気まぐれヒーロー3
「わ……忘れてたぁ!?おま、この俺とのデートを忘れてただと!?マジで言ってんのか、フツーは一週間前から緊張して寝れなくなるもんだろーが!んで爪とか肌の手入れして、服悩んだり、エロい下着まで買ってバッチコイ状態にしとくんだよ!!それをお前って女は……!!」
さらにその後に、ハイジが吠えた。
っていうか、結局のところコイツの目的は『エロい下着』の部分に集約されてる気がする。
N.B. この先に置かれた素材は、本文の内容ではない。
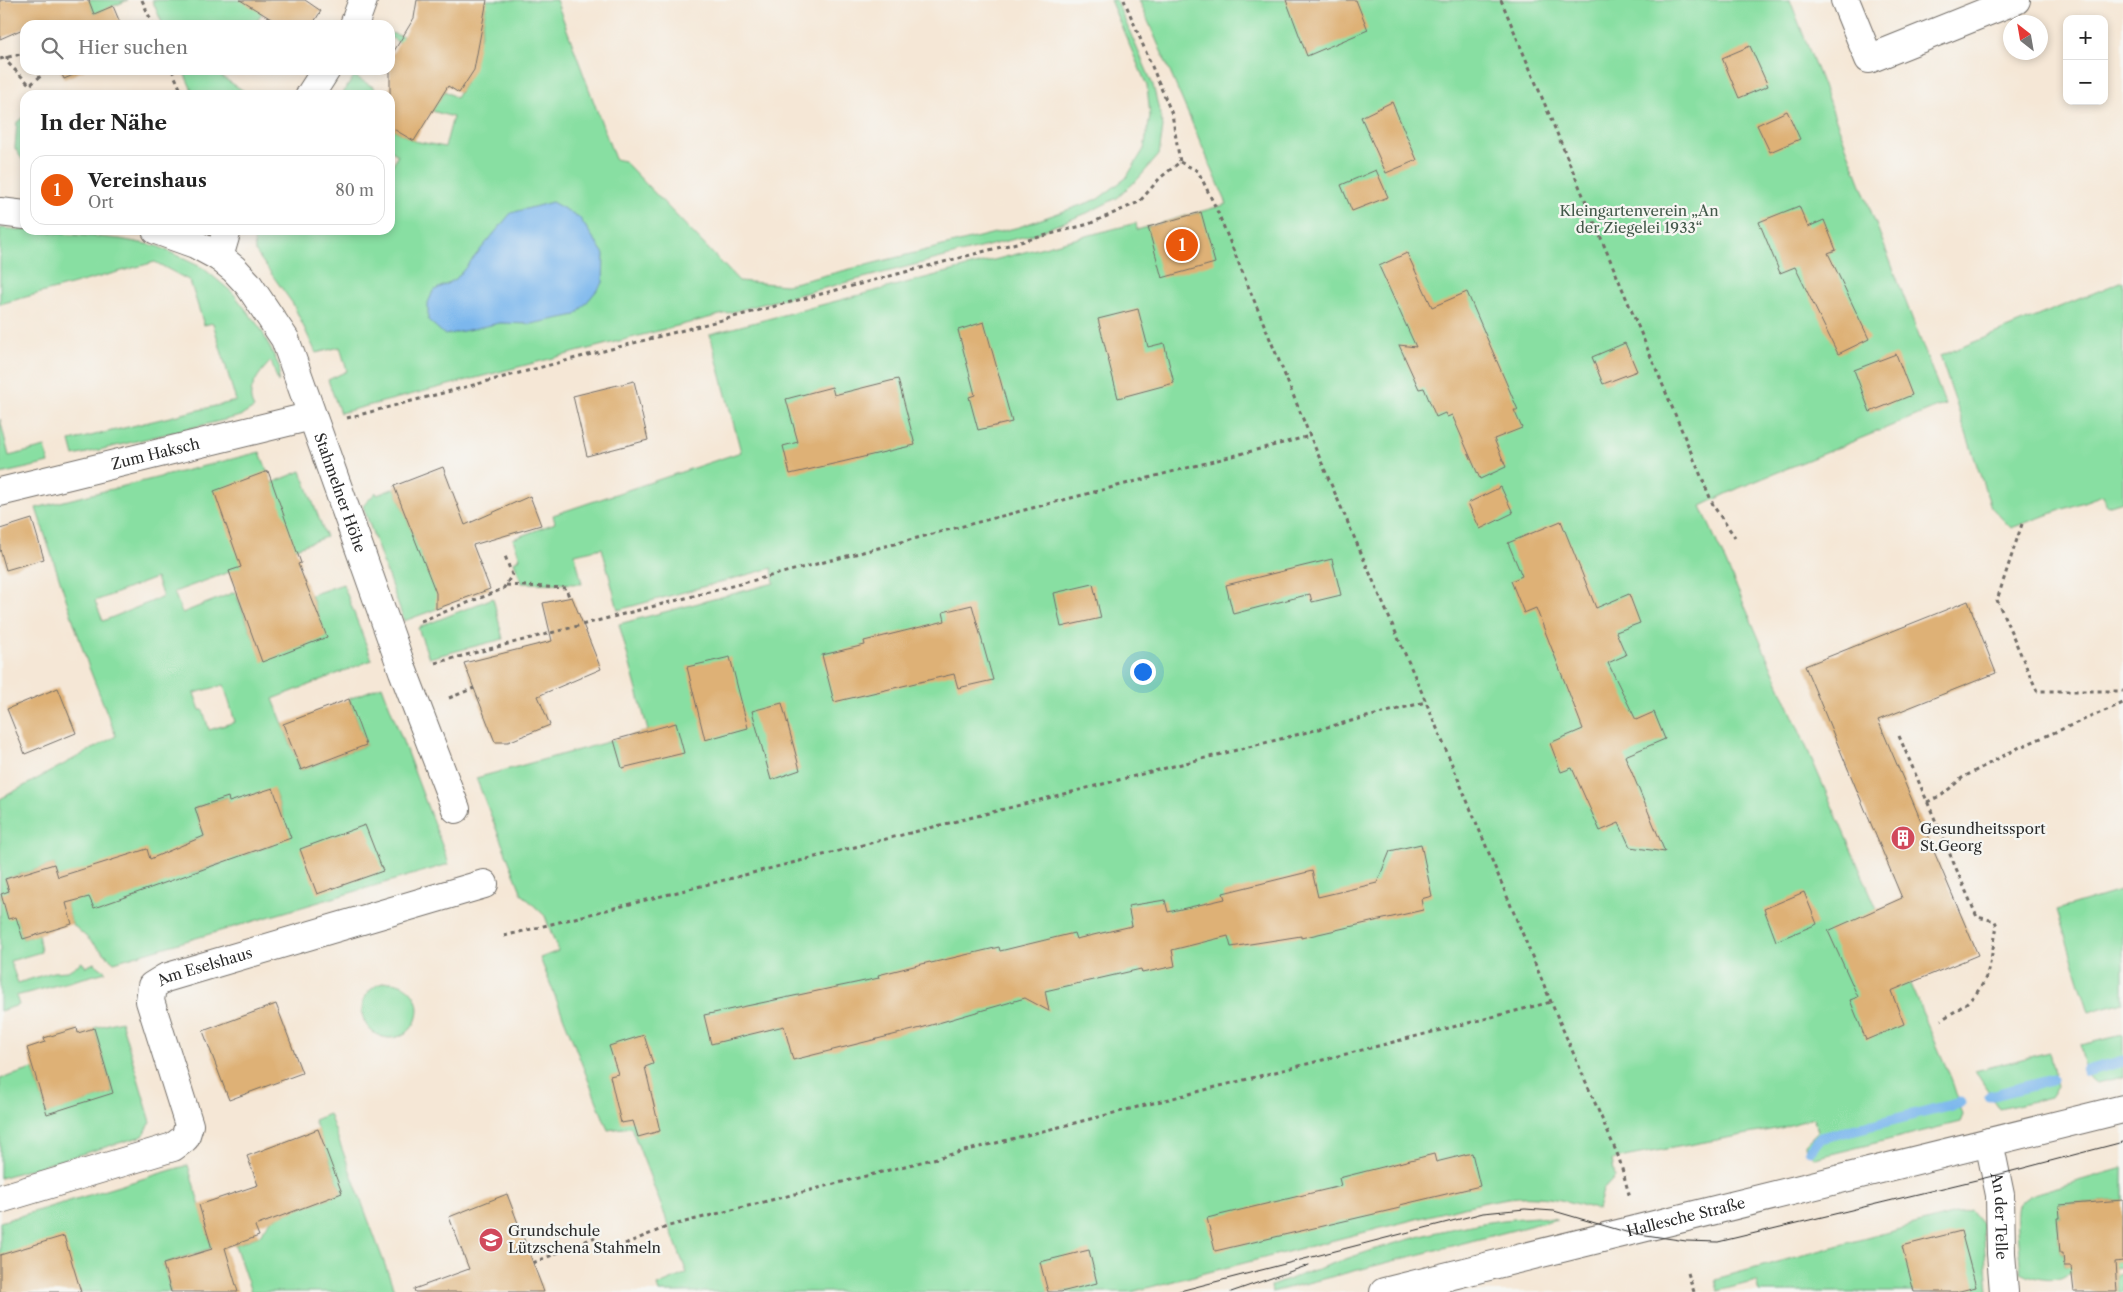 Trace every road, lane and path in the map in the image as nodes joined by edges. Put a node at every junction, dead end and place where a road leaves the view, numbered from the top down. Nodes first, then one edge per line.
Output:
1 (142, 0) edge
2 (364, 0) edge
3 (1124, 0) edge
4 (1501, 0) edge
5 (1844, 0) edge
6 (2016, 0) edge
7 (151, 20) edge
8 (356, 20) edge
9 (20, 53) edge
10 (7, 56) junction
11 (0, 59) edge
12 (20, 75) edge
13 (20, 75) edge
14 (42, 75) edge
15 (174, 75) edge
16 (323, 75) edge
17 (181, 90) edge
18 (313, 90) edge
19 (1180, 162) junction
20 (0, 212) edge
21 (20, 214) edge
22 (170, 235) edge
23 (226, 235) edge
24 (219, 257) junction
25 (313, 421) junction
26 (1310, 436) junction
27 (0, 492) edge
28 (2022, 524) dead end
29 (1735, 536) dead end
30 (504, 553) dead end
31 (506, 585) junction
32 (569, 597) dead end
33 (390, 633) junction
34 (403, 671) junction
35 (2123, 691) edge
36 (1426, 702) junction
37 (2123, 703) edge
38 (1899, 736) dead end
39 (1927, 802) junction
40 (456, 809) dead end
41 (484, 884) dead end
42 (504, 936) dead end
43 (1551, 1002) junction
44 (1941, 1020) dead end
45 (2123, 1109) edge
46 (1989, 1142) junction
47 (0, 1199) edge
48 (1639, 1228) junction
49 (595, 1237) dead end
50 (625, 1244) dead end
51 (533, 1262) dead end
52 (1688, 1273) dead end
53 (1384, 1292) edge
54 (1694, 1292) edge
55 (2004, 1292) edge

1 - 7 path
2 - 8 street
3 - 19 path
4 - 29 path
5 - 6 street
9 - 10 path
10 - 11 path
10 - 13 path
12 - 14 path
15 - 17 path
16 - 18 street
19 - 25 path
19 - 26 path
20 - 21 street
22 - 24 street, Stahmelner Höhe
23 - 24 street
24 - 25 street, Stahmelner Höhe
25 - 27 street, Zum Haksch
25 - 33 street, Stahmelner Höhe
26 - 34 path
26 - 36 path
28 - 35 path
30 - 31 path
31 - 32 path
31 - 33 path
33 - 34 street, Stahmelner Höhe
34 - 40 street, Stahmelner Höhe
36 - 42 path
36 - 43 path
37 - 39 path
38 - 39 path
39 - 44 path
41 - 47 street, Am Eselshaus
43 - 48 path
43 - 50 path
45 - 46 street, Hallesche Straße
46 - 48 street, Hallesche Straße
46 - 55 street, An der Telle
48 - 53 street, Hallesche Straße
49 - 51 path
52 - 54 path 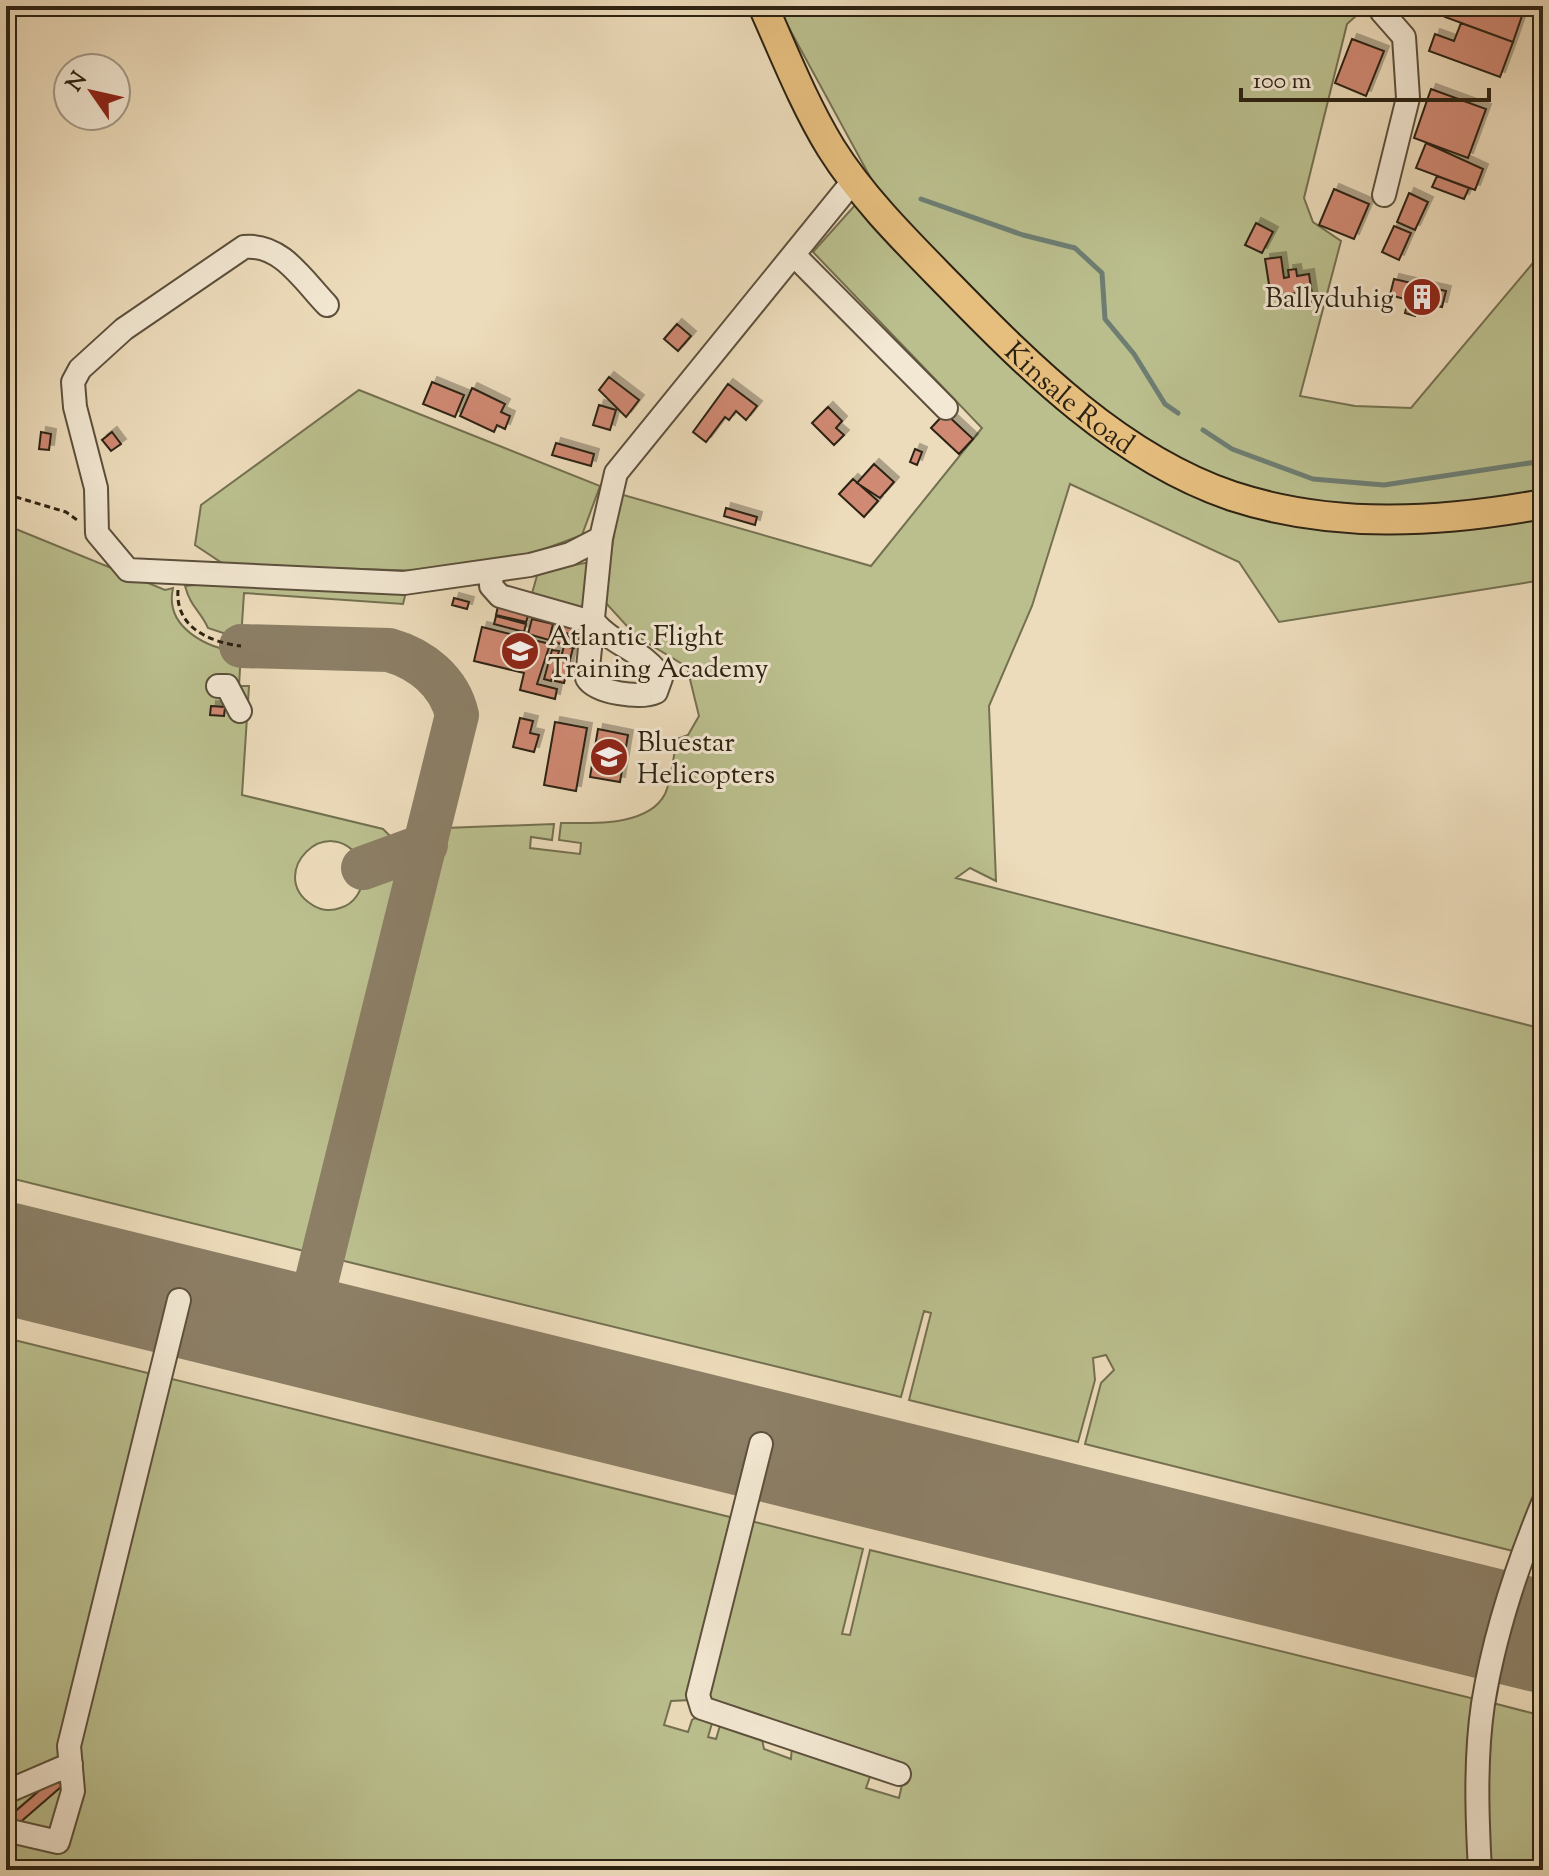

「言っときますけどね、手入れって、私にとっちゃお肌や爪より庭の手入れの方が大事なのよ。一週間前から家じゃテレビの前で寝転がっておケツかいて、ワイドショージャックだし。どんなネタでもバッチコイって感じ」
「わかった、わかったから。それ以上は頼むからやめてくれ。俺は明日、そんなオバハンコースまっしぐらな女とデートすんのかと思うと、切なさがハンパねえ……」
知ったこっちゃないね、アンタの切ないキモチなんて。
それより……どうしよう。
本当にデートのことなんて、頭の片隅にもなかった。
デート……するの?
私とハイジが!?
ハイジ、本気?
からかってるだけじゃないの?
「すーぐ二人の世界に入るー。俺のこと空気にせんとってーや」
さっきまでの威勢の良さは消え失せ、見るからに幻滅オーラを漂わせるハイジを見ていたら、横から拗ねた声が飛んできた。
また、そっちへ向く。
赤髪のたこ焼きプリンスの方へ。
左を向けば右へ、右を向けば左へ。
視線が落ち着く暇がない。
「や、ケイジくん。私は別にハイジと何も──」
「俺が言いたいんはな、ももちゃん。明日、ハイジやなくて……」
言いかける私の言葉を抑え、ケイジくんがぐっと身を寄せてくる。
私が体を強張らせるのも、お構いなしに。
そして──
「俺とデートせーへん?」
私の肩を抱いて、耳元で囁く。
低くて、妙に甘くて、ぞくりとするような艶っぽい声で。